INPUT DATA: Begin

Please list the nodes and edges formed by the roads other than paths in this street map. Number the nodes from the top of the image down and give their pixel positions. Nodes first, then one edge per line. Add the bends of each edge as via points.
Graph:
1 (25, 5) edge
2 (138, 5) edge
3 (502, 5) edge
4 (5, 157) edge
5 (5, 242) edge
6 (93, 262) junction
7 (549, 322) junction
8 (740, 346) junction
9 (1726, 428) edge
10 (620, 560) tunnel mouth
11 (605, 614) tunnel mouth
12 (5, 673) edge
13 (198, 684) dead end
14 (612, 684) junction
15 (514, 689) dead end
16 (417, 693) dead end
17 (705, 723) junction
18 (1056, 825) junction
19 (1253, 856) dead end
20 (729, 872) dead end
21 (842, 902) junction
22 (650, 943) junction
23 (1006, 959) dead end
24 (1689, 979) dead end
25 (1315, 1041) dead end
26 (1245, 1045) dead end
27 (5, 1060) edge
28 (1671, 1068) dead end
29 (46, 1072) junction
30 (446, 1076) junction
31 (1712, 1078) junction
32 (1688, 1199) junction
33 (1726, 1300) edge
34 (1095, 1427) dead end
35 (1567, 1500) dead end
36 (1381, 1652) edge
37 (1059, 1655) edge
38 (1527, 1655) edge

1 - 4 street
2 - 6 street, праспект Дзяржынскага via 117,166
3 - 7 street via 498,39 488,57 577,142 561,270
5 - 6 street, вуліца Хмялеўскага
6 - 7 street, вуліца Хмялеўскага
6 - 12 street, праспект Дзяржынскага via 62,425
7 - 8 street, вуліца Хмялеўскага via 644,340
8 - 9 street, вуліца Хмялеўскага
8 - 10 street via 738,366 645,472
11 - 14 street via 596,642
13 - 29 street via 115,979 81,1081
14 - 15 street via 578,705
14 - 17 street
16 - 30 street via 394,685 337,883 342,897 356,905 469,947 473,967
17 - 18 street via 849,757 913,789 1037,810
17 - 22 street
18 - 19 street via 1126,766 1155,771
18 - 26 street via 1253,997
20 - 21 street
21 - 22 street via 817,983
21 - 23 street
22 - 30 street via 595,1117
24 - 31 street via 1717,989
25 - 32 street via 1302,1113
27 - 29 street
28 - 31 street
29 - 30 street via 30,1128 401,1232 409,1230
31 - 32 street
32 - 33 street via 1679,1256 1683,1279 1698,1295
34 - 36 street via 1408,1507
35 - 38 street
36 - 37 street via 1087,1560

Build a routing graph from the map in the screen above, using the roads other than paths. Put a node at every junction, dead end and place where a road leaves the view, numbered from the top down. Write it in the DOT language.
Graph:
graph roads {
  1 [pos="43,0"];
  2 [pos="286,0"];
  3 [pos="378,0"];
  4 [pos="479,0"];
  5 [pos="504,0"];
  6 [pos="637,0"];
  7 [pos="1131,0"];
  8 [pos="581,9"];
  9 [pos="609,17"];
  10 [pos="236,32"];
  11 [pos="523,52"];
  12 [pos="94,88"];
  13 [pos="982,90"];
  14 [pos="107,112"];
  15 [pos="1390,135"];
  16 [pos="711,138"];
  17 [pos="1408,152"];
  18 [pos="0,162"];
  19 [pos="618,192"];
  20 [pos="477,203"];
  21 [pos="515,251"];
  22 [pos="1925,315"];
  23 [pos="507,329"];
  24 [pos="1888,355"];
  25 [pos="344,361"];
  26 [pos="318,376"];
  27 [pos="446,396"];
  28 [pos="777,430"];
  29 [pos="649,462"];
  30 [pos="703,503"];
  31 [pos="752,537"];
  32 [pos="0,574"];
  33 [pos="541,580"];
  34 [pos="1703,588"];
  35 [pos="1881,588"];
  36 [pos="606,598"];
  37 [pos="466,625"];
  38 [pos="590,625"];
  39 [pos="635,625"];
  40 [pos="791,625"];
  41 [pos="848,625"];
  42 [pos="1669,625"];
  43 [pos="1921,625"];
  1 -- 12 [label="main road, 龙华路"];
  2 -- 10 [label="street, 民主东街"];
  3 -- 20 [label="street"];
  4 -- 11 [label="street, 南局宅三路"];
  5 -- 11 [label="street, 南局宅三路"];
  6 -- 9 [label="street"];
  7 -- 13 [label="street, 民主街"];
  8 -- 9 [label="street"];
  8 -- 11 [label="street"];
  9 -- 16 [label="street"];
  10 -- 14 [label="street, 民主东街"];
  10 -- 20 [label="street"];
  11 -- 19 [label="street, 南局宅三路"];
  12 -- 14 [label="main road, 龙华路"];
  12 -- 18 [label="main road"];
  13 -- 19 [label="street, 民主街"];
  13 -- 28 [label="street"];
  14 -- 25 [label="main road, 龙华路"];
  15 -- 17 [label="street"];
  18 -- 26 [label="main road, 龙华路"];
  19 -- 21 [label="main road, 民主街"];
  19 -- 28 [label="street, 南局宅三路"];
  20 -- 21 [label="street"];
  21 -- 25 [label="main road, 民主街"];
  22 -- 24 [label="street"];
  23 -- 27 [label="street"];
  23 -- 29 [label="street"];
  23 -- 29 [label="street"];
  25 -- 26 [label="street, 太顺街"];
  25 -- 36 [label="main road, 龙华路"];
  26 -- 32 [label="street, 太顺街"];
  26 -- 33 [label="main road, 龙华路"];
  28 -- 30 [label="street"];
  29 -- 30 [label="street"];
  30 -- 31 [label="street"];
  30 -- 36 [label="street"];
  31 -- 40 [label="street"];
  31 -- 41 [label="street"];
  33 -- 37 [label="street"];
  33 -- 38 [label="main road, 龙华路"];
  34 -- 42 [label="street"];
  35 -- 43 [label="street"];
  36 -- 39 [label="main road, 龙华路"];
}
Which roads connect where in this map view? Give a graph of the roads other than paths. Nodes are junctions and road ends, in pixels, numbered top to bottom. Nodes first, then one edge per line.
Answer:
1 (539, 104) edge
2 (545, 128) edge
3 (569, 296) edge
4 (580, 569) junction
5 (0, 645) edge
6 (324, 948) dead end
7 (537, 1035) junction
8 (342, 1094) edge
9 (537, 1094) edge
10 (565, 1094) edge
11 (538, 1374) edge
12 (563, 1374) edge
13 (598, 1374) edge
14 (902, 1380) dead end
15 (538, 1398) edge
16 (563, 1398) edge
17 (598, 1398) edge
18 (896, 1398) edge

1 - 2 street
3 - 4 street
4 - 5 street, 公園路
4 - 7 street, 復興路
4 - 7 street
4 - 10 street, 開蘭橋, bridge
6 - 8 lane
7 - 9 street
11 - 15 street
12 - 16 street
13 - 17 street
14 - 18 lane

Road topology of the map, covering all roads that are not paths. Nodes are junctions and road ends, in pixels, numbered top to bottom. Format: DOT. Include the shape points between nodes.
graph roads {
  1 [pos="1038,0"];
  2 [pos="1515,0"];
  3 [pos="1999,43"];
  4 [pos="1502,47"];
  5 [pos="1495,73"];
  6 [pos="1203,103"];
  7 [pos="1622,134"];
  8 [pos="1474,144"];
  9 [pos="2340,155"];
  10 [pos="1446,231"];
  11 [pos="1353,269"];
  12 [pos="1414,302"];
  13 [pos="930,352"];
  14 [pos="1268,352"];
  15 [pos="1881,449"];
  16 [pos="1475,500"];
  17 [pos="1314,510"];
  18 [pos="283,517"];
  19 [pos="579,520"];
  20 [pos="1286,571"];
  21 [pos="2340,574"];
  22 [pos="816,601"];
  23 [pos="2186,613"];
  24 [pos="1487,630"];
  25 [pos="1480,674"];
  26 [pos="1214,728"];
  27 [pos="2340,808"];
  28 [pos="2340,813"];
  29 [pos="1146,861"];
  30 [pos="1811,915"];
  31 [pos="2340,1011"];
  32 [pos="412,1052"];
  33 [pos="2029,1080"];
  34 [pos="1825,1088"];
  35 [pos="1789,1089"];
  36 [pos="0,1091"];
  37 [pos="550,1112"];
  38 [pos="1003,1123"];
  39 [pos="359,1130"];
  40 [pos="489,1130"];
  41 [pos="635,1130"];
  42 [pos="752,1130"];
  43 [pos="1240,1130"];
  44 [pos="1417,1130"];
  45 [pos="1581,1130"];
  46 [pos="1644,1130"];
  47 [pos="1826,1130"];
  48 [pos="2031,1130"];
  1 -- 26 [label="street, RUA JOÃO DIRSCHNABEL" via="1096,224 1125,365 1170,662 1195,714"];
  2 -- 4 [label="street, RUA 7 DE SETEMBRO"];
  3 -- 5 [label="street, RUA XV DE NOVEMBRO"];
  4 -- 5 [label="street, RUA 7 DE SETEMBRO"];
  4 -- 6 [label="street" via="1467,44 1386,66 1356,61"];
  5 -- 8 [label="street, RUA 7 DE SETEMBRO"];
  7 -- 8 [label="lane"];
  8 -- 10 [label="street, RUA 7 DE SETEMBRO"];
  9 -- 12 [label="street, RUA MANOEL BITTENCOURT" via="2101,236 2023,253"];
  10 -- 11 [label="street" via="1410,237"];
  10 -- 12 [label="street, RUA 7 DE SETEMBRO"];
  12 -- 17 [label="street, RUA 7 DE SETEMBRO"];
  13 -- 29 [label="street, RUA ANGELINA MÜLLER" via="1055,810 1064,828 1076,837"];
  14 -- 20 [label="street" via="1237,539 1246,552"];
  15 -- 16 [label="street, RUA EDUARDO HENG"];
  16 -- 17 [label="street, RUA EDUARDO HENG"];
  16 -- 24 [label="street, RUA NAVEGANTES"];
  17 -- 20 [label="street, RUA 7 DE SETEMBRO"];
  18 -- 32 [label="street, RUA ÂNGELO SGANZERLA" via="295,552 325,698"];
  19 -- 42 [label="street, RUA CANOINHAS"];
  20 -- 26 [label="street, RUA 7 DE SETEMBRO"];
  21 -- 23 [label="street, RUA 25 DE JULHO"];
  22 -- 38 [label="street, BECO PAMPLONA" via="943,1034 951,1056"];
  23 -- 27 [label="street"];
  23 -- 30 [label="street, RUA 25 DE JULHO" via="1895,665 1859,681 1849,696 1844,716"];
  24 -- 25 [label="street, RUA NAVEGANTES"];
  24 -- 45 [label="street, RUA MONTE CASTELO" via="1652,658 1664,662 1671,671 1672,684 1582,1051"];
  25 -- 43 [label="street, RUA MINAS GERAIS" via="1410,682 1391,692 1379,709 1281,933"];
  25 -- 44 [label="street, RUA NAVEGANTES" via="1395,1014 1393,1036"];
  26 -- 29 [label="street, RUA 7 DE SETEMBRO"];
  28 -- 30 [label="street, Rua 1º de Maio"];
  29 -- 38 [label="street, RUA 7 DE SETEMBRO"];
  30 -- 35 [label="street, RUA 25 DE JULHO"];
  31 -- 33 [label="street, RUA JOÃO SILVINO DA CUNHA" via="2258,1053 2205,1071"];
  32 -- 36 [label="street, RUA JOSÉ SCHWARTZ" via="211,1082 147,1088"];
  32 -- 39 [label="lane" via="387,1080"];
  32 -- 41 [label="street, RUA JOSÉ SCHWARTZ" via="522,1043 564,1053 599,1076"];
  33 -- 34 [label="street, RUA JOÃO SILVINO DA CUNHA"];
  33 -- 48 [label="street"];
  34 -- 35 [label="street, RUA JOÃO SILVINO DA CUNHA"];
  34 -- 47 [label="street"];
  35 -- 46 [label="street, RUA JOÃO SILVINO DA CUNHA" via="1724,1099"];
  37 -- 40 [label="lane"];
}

INPUT DATA: End

# TASK TO COMPLETE
Every line containing the string "南局宅三路" is required; copy each such line from the data.

# YOUR SOLUTION
  4 -- 11 [label="street, 南局宅三路"];
  5 -- 11 [label="street, 南局宅三路"];
  11 -- 19 [label="street, 南局宅三路"];
  19 -- 28 [label="street, 南局宅三路"];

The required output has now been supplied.